## [PROMPT]
Copy each line of the data that has "roads" in it.

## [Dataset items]
▼▼▼

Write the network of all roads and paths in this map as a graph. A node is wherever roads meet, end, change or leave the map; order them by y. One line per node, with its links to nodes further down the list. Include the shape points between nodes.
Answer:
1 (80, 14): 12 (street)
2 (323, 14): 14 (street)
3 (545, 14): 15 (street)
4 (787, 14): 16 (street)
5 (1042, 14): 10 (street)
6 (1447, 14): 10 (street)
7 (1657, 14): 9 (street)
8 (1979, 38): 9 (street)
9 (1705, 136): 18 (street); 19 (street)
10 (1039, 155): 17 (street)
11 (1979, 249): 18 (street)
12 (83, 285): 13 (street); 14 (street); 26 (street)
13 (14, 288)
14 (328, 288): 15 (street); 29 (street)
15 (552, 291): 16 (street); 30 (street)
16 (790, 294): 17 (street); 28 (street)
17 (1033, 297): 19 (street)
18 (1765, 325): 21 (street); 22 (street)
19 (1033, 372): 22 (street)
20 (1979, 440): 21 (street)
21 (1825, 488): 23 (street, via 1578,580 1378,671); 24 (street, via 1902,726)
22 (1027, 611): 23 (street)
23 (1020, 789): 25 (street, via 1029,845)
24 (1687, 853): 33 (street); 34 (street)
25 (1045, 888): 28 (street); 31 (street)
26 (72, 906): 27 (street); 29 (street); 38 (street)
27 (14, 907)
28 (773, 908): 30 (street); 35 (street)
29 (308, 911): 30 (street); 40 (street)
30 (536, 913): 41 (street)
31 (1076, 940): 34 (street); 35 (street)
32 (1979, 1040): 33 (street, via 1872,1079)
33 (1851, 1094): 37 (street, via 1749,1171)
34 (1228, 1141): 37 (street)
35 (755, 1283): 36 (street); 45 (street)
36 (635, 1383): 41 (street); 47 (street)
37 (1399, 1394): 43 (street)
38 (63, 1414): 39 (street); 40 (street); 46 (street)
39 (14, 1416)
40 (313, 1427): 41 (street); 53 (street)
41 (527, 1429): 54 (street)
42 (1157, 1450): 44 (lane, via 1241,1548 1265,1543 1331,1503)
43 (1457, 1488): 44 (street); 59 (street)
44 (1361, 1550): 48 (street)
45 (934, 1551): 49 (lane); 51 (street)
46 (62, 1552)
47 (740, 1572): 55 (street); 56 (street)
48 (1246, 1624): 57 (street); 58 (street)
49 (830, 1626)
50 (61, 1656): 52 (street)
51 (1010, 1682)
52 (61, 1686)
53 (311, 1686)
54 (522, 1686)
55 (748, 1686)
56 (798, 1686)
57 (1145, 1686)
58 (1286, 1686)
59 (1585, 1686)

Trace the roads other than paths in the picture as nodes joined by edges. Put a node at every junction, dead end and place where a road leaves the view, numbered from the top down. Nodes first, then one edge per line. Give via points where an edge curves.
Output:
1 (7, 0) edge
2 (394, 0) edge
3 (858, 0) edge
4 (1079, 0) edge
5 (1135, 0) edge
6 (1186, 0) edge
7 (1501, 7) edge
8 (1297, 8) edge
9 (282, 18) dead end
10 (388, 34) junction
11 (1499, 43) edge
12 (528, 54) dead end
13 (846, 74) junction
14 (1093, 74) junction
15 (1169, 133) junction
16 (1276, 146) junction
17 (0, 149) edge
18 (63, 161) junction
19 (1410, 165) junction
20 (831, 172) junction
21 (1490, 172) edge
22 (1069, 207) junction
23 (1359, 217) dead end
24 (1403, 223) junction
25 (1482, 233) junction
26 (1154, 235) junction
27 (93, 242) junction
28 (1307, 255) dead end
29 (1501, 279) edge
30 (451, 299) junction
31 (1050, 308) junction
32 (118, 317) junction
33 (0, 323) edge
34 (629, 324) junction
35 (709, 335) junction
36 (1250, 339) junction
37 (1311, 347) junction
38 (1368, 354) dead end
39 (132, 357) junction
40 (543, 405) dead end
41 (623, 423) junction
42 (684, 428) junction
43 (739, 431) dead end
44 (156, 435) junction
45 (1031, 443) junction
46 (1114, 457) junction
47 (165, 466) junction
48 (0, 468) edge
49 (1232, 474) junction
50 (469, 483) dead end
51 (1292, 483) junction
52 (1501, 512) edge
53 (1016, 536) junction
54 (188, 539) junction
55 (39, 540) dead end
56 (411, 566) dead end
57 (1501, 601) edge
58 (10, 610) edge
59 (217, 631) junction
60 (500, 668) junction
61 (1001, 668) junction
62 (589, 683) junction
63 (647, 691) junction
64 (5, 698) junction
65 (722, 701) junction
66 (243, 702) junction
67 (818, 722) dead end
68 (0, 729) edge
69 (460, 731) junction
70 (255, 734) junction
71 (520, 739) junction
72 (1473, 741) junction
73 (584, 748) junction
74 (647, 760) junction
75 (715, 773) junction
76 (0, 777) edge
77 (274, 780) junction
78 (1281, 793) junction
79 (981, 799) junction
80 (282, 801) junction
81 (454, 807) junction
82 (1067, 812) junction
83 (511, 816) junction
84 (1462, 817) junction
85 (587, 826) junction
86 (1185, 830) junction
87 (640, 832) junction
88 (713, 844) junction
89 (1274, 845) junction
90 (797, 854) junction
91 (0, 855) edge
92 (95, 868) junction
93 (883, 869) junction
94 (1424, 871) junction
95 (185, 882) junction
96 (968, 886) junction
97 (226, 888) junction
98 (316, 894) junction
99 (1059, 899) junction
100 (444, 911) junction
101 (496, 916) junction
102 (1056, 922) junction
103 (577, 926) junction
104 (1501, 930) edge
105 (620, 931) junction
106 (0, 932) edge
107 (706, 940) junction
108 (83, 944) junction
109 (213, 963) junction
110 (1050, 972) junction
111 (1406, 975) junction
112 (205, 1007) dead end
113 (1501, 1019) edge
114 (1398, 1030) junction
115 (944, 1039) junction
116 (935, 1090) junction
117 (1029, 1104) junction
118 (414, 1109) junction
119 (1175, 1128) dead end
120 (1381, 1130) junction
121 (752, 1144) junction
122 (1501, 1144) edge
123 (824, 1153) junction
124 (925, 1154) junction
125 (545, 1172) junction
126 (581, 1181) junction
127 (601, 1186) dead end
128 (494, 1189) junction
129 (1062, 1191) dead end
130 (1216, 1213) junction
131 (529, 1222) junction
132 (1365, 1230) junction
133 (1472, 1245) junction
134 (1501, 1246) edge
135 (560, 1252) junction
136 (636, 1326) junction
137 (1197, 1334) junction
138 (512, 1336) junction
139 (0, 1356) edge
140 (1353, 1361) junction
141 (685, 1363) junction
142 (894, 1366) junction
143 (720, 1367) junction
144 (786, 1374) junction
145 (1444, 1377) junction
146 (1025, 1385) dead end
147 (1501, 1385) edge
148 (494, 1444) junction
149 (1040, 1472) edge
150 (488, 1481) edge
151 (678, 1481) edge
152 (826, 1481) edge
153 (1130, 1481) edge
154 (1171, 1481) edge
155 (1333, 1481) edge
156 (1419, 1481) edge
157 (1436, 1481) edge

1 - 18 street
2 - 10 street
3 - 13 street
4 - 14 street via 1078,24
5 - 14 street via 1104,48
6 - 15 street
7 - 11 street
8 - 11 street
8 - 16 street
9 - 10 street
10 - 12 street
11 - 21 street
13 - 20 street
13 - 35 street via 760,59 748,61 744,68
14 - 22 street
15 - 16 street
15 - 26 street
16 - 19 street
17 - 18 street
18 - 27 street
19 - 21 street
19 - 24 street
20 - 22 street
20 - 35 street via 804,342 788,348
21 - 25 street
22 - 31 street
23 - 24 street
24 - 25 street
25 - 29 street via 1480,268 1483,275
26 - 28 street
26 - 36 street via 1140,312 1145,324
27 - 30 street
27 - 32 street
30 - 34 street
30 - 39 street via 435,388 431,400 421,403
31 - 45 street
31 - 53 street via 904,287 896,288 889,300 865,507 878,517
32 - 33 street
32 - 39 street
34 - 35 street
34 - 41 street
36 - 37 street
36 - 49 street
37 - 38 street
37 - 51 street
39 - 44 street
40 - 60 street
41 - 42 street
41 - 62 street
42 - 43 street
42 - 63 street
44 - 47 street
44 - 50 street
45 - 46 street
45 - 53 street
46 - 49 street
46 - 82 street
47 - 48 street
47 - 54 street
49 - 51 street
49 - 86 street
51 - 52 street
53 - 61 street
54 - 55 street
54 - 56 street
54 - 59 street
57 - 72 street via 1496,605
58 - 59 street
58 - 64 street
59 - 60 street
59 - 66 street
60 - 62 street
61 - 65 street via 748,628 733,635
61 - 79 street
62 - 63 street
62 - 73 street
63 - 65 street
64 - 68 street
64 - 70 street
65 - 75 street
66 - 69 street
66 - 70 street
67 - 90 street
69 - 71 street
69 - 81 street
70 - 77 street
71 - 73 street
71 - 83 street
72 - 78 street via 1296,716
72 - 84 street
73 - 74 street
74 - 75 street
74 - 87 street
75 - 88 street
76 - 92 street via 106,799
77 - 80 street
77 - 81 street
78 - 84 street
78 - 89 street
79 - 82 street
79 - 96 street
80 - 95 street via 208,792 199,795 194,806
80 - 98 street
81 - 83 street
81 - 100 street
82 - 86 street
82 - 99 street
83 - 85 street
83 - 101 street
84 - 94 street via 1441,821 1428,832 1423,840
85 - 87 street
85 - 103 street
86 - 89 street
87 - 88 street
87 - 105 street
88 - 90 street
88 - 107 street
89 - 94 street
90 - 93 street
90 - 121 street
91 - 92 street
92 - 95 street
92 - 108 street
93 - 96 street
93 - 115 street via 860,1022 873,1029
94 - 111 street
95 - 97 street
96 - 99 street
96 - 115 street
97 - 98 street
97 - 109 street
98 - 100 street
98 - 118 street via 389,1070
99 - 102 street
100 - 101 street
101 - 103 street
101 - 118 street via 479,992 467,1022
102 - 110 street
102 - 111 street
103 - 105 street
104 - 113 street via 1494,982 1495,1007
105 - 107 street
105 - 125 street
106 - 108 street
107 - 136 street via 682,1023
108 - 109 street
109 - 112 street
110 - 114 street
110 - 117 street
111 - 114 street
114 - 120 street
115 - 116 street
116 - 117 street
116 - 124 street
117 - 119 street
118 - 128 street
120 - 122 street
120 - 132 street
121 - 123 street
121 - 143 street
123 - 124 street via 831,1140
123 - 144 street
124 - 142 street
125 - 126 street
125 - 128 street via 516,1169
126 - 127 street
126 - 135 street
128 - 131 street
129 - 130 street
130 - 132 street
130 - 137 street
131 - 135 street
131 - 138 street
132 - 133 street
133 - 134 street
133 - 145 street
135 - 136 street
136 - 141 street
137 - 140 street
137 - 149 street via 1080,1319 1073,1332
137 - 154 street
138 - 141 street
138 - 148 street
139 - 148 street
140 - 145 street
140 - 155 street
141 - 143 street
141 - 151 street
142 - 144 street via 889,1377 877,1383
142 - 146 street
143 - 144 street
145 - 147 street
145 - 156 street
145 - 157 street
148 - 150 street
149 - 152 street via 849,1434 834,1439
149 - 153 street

▲▲▲

## [EXERCISE OUTPUT]
Write the network of all roads and paths in this map as a graph. A node is wherever roads meet, end, change or leave the map; order them by y. One line per node, with its links to nodes further down the list. Include the shape points between nodes.
Trace the roads other than paths in the picture as nodes joined by edges. Put a node at every junction, dead end and place where a road leaves the view, numbered from the top down. Nodes first, then one edge per line. Give via points where an edge curves.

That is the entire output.